Content starts
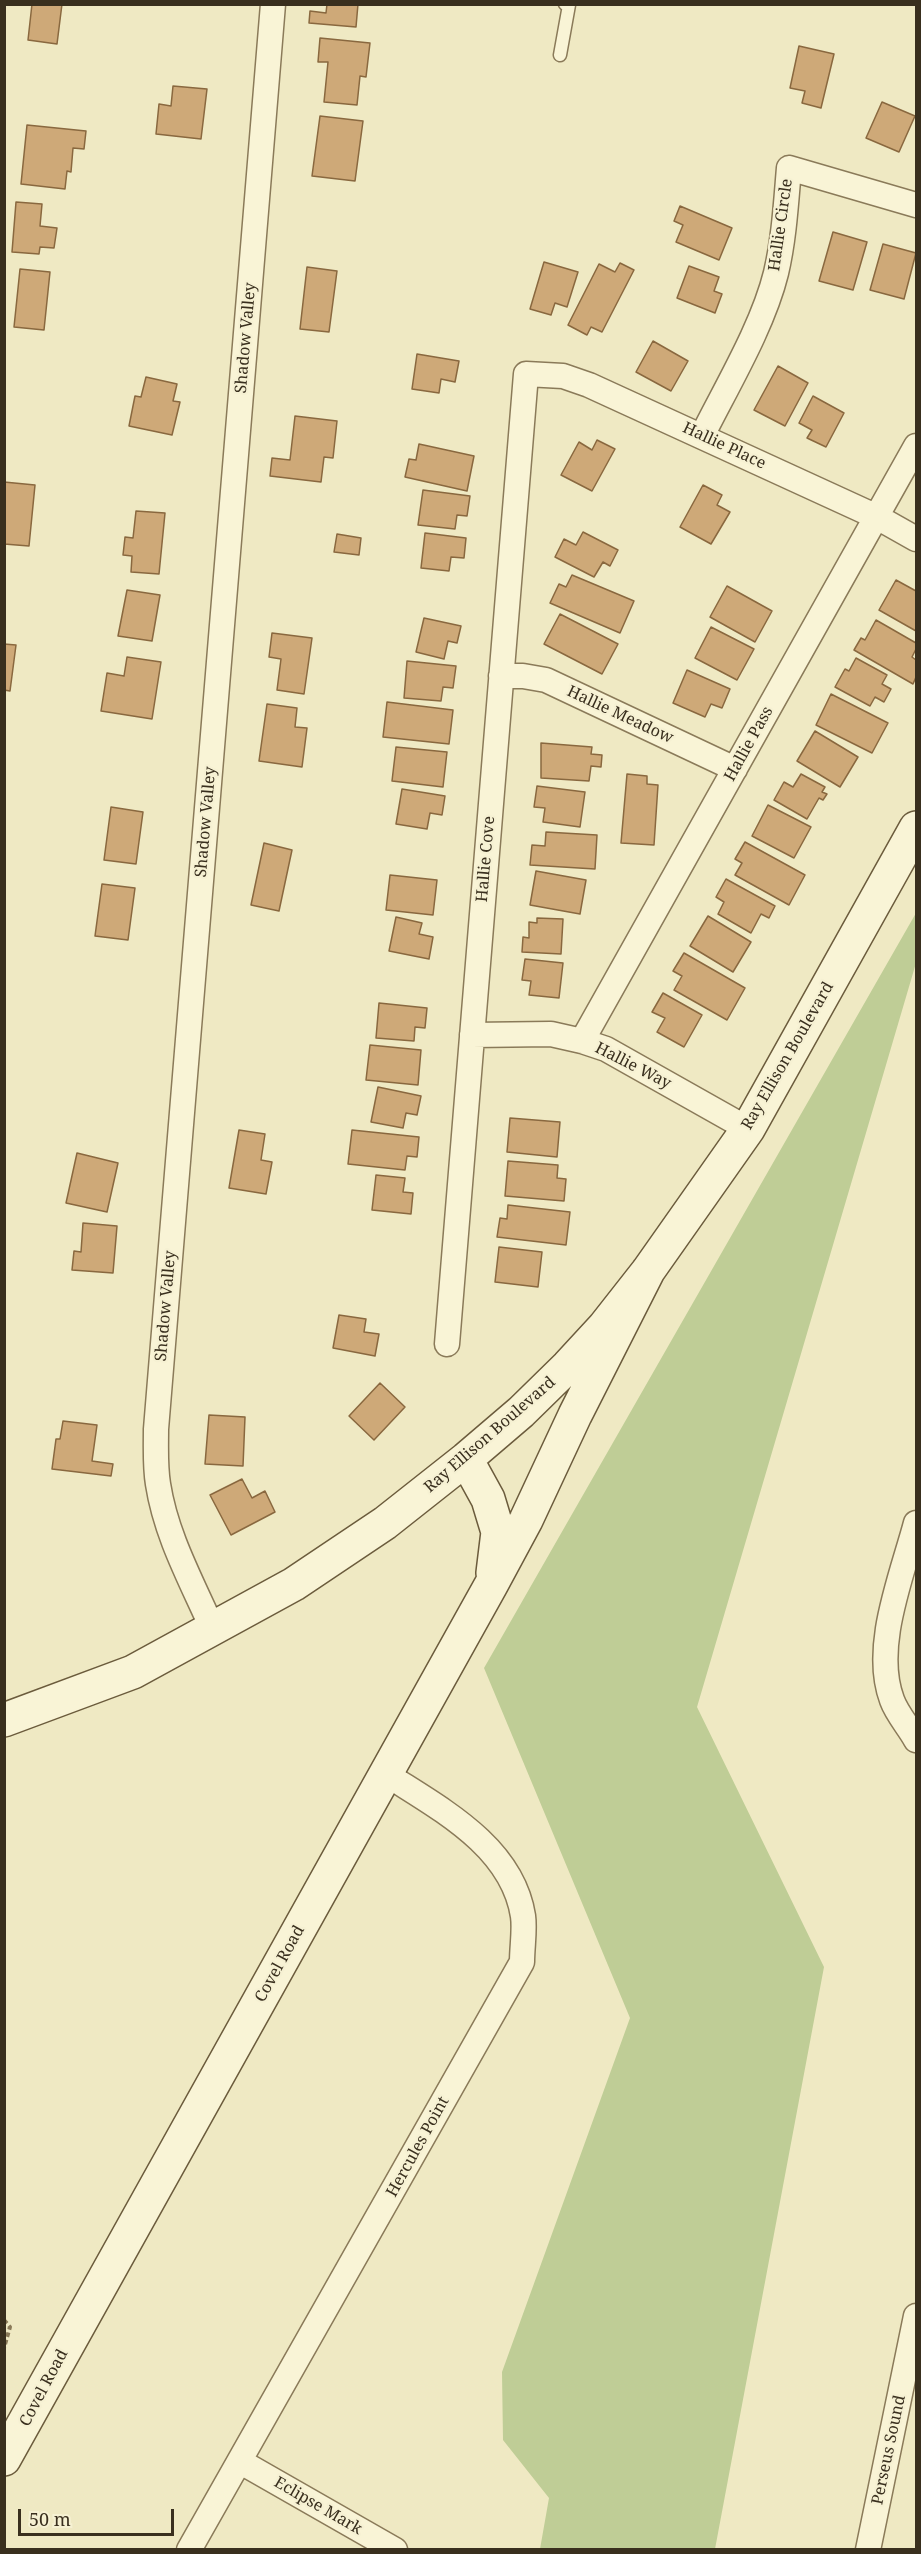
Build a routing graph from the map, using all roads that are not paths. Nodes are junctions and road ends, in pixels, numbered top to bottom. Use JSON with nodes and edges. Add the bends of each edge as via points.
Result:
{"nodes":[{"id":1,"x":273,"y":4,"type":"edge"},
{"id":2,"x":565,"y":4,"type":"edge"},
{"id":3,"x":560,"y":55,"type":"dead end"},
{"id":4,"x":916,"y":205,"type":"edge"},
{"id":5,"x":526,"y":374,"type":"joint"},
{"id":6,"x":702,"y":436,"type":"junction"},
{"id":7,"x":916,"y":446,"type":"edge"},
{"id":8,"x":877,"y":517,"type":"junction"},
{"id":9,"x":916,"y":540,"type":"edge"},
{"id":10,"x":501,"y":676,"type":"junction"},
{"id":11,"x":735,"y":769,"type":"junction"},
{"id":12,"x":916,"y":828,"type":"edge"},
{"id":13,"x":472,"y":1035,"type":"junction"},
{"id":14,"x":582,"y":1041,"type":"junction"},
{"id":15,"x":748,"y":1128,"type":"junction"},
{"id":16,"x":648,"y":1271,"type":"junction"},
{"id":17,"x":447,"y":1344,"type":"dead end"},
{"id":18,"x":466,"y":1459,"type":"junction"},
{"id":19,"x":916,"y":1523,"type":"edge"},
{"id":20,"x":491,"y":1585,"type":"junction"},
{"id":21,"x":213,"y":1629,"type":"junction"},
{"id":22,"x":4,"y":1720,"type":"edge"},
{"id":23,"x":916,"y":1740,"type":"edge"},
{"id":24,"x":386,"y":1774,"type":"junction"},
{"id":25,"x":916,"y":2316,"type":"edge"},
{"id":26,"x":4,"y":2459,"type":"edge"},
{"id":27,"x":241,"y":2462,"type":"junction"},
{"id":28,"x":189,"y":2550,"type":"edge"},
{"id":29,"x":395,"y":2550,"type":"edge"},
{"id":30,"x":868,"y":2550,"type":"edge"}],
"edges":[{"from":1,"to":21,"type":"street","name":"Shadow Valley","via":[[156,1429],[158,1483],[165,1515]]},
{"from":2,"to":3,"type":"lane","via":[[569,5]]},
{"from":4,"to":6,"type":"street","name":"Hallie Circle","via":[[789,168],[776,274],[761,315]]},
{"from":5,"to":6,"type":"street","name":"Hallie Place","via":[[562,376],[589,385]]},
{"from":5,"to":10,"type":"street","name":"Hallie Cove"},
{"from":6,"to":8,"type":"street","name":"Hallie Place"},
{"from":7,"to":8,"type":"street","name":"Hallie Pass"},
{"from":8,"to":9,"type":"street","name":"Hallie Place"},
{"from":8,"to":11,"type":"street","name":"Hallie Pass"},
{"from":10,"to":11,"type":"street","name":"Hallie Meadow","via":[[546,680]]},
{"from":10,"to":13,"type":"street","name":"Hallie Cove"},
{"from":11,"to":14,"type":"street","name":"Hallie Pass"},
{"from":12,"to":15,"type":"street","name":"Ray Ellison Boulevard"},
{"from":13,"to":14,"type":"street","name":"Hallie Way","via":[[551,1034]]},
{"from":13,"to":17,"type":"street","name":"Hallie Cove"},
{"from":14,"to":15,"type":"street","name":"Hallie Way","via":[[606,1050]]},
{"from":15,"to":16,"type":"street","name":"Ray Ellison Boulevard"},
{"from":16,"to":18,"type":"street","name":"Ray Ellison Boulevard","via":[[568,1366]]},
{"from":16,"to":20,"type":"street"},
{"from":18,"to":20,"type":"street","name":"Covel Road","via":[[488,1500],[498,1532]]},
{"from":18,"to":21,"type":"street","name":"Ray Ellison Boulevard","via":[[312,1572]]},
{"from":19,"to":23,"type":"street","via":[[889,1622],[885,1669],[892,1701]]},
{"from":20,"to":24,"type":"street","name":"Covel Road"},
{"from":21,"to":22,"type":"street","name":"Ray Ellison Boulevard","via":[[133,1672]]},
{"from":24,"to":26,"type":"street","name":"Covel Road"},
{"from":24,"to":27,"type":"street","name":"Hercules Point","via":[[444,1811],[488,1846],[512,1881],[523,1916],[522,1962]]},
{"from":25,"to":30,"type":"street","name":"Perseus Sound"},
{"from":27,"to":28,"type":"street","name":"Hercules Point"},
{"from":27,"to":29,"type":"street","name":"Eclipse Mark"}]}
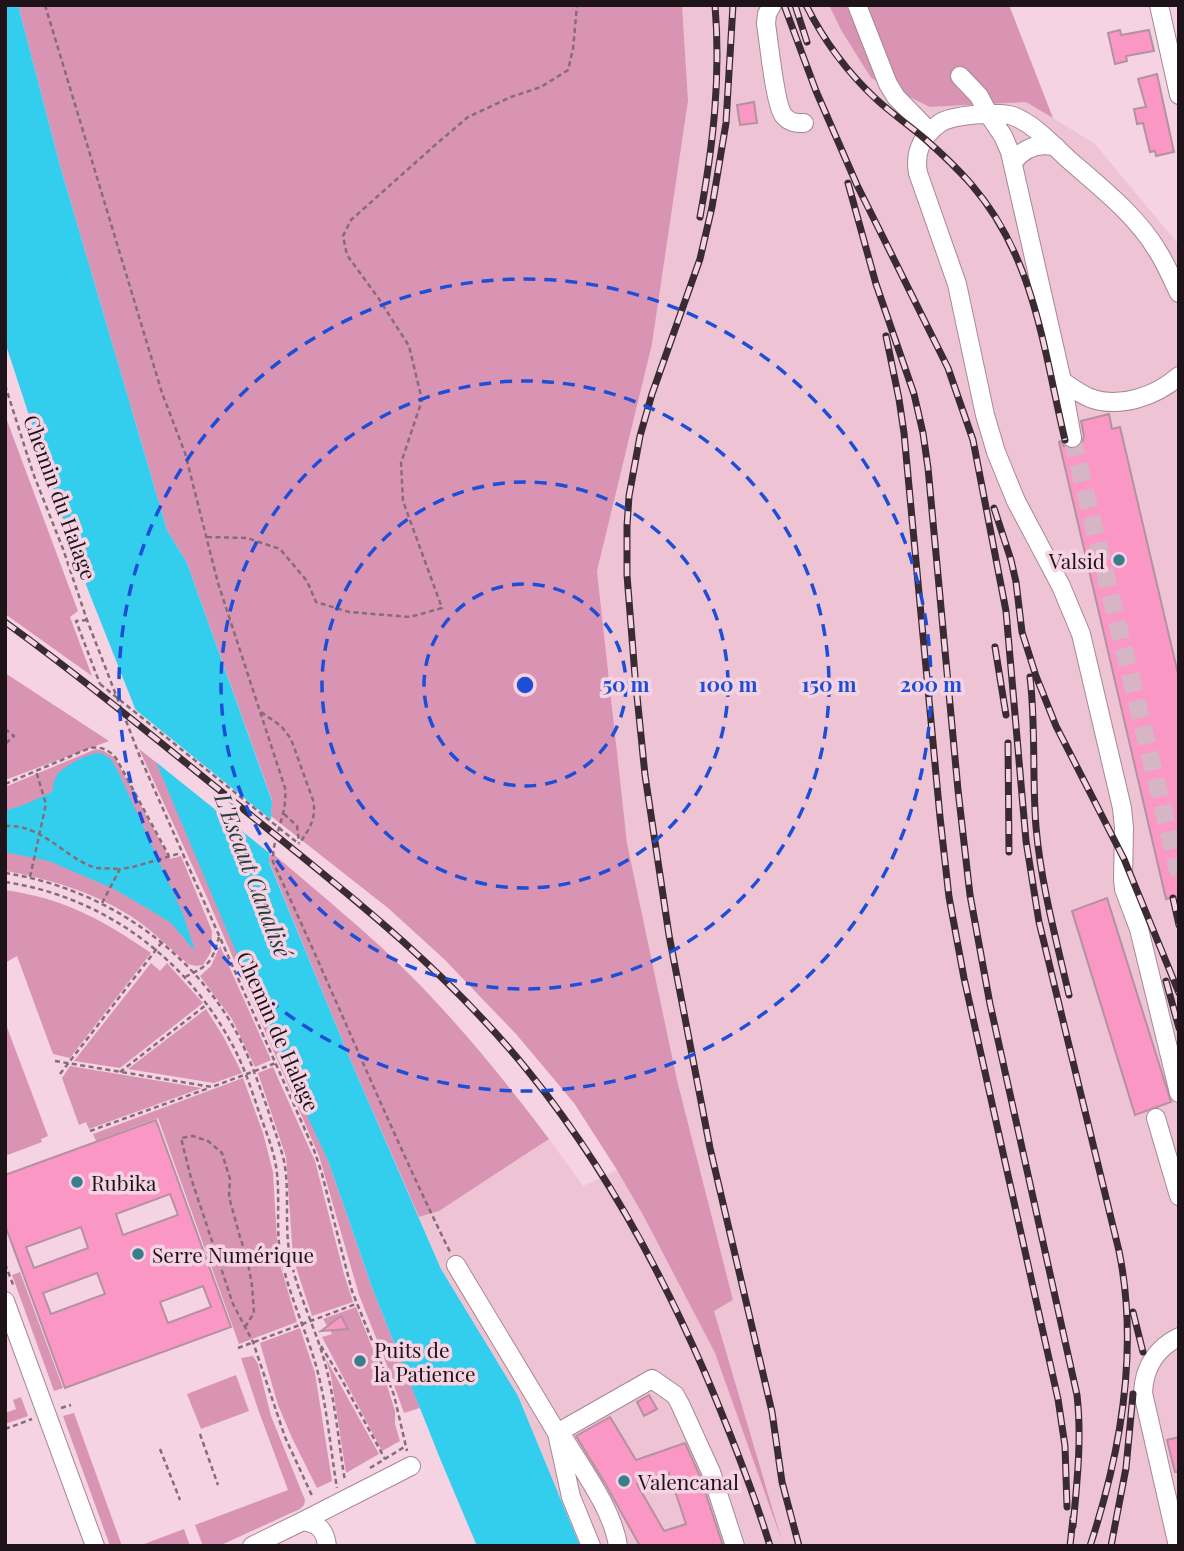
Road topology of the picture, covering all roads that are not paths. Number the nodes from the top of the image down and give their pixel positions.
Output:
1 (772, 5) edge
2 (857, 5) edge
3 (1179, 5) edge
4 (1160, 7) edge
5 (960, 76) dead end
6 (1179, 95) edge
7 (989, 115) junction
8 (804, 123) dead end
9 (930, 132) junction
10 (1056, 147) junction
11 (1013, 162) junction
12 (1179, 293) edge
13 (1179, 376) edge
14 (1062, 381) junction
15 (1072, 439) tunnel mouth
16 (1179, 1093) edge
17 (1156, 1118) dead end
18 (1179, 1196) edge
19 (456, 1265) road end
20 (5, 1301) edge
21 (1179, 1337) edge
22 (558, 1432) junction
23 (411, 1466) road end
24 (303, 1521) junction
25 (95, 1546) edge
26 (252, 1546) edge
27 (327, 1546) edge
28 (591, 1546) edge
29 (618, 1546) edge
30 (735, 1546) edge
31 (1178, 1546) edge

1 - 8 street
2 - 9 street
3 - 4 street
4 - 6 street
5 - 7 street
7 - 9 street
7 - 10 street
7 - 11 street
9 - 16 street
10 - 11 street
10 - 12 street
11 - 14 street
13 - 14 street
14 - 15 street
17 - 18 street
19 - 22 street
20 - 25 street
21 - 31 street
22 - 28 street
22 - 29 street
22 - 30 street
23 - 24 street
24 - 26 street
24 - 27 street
Content ends
**Exercise prompt:** When you restate the listing above, give each line word for word but leave out every image.

**Result for this exercise:**
Build a routing graph from the map, using all roads that are not paths. Nodes are junctions and road ends, in pixels, numbered top to bottom. Use JSON with nodes and edges. Add the bends of each edge as via points.
Result:
{"nodes":[{"id":1,"x":273,"y":4,"type":"edge"},
{"id":2,"x":565,"y":4,"type":"edge"},
{"id":3,"x":560,"y":55,"type":"dead end"},
{"id":4,"x":916,"y":205,"type":"edge"},
{"id":5,"x":526,"y":374,"type":"joint"},
{"id":6,"x":702,"y":436,"type":"junction"},
{"id":7,"x":916,"y":446,"type":"edge"},
{"id":8,"x":877,"y":517,"type":"junction"},
{"id":9,"x":916,"y":540,"type":"edge"},
{"id":10,"x":501,"y":676,"type":"junction"},
{"id":11,"x":735,"y":769,"type":"junction"},
{"id":12,"x":916,"y":828,"type":"edge"},
{"id":13,"x":472,"y":1035,"type":"junction"},
{"id":14,"x":582,"y":1041,"type":"junction"},
{"id":15,"x":748,"y":1128,"type":"junction"},
{"id":16,"x":648,"y":1271,"type":"junction"},
{"id":17,"x":447,"y":1344,"type":"dead end"},
{"id":18,"x":466,"y":1459,"type":"junction"},
{"id":19,"x":916,"y":1523,"type":"edge"},
{"id":20,"x":491,"y":1585,"type":"junction"},
{"id":21,"x":213,"y":1629,"type":"junction"},
{"id":22,"x":4,"y":1720,"type":"edge"},
{"id":23,"x":916,"y":1740,"type":"edge"},
{"id":24,"x":386,"y":1774,"type":"junction"},
{"id":25,"x":916,"y":2316,"type":"edge"},
{"id":26,"x":4,"y":2459,"type":"edge"},
{"id":27,"x":241,"y":2462,"type":"junction"},
{"id":28,"x":189,"y":2550,"type":"edge"},
{"id":29,"x":395,"y":2550,"type":"edge"},
{"id":30,"x":868,"y":2550,"type":"edge"}],
"edges":[{"from":1,"to":21,"type":"street","name":"Shadow Valley","via":[[156,1429],[158,1483],[165,1515]]},
{"from":2,"to":3,"type":"lane","via":[[569,5]]},
{"from":4,"to":6,"type":"street","name":"Hallie Circle","via":[[789,168],[776,274],[761,315]]},
{"from":5,"to":6,"type":"street","name":"Hallie Place","via":[[562,376],[589,385]]},
{"from":5,"to":10,"type":"street","name":"Hallie Cove"},
{"from":6,"to":8,"type":"street","name":"Hallie Place"},
{"from":7,"to":8,"type":"street","name":"Hallie Pass"},
{"from":8,"to":9,"type":"street","name":"Hallie Place"},
{"from":8,"to":11,"type":"street","name":"Hallie Pass"},
{"from":10,"to":11,"type":"street","name":"Hallie Meadow","via":[[546,680]]},
{"from":10,"to":13,"type":"street","name":"Hallie Cove"},
{"from":11,"to":14,"type":"street","name":"Hallie Pass"},
{"from":12,"to":15,"type":"street","name":"Ray Ellison Boulevard"},
{"from":13,"to":14,"type":"street","name":"Hallie Way","via":[[551,1034]]},
{"from":13,"to":17,"type":"street","name":"Hallie Cove"},
{"from":14,"to":15,"type":"street","name":"Hallie Way","via":[[606,1050]]},
{"from":15,"to":16,"type":"street","name":"Ray Ellison Boulevard"},
{"from":16,"to":18,"type":"street","name":"Ray Ellison Boulevard","via":[[568,1366]]},
{"from":16,"to":20,"type":"street"},
{"from":18,"to":20,"type":"street","name":"Covel Road","via":[[488,1500],[498,1532]]},
{"from":18,"to":21,"type":"street","name":"Ray Ellison Boulevard","via":[[312,1572]]},
{"from":19,"to":23,"type":"street","via":[[889,1622],[885,1669],[892,1701]]},
{"from":20,"to":24,"type":"street","name":"Covel Road"},
{"from":21,"to":22,"type":"street","name":"Ray Ellison Boulevard","via":[[133,1672]]},
{"from":24,"to":26,"type":"street","name":"Covel Road"},
{"from":24,"to":27,"type":"street","name":"Hercules Point","via":[[444,1811],[488,1846],[512,1881],[523,1916],[522,1962]]},
{"from":25,"to":30,"type":"street","name":"Perseus Sound"},
{"from":27,"to":28,"type":"street","name":"Hercules Point"},
{"from":27,"to":29,"type":"street","name":"Eclipse Mark"}]}
Road topology of the picture, covering all roads that are not paths. Number the nodes from the top of the image down and give their pixel positions.
Output:
1 (772, 5) edge
2 (857, 5) edge
3 (1179, 5) edge
4 (1160, 7) edge
5 (960, 76) dead end
6 (1179, 95) edge
7 (989, 115) junction
8 (804, 123) dead end
9 (930, 132) junction
10 (1056, 147) junction
11 (1013, 162) junction
12 (1179, 293) edge
13 (1179, 376) edge
14 (1062, 381) junction
15 (1072, 439) tunnel mouth
16 (1179, 1093) edge
17 (1156, 1118) dead end
18 (1179, 1196) edge
19 (456, 1265) road end
20 (5, 1301) edge
21 (1179, 1337) edge
22 (558, 1432) junction
23 (411, 1466) road end
24 (303, 1521) junction
25 (95, 1546) edge
26 (252, 1546) edge
27 (327, 1546) edge
28 (591, 1546) edge
29 (618, 1546) edge
30 (735, 1546) edge
31 (1178, 1546) edge

1 - 8 street
2 - 9 street
3 - 4 street
4 - 6 street
5 - 7 street
7 - 9 street
7 - 10 street
7 - 11 street
9 - 16 street
10 - 11 street
10 - 12 street
11 - 14 street
13 - 14 street
14 - 15 street
17 - 18 street
19 - 22 street
20 - 25 street
21 - 31 street
22 - 28 street
22 - 29 street
22 - 30 street
23 - 24 street
24 - 26 street
24 - 27 street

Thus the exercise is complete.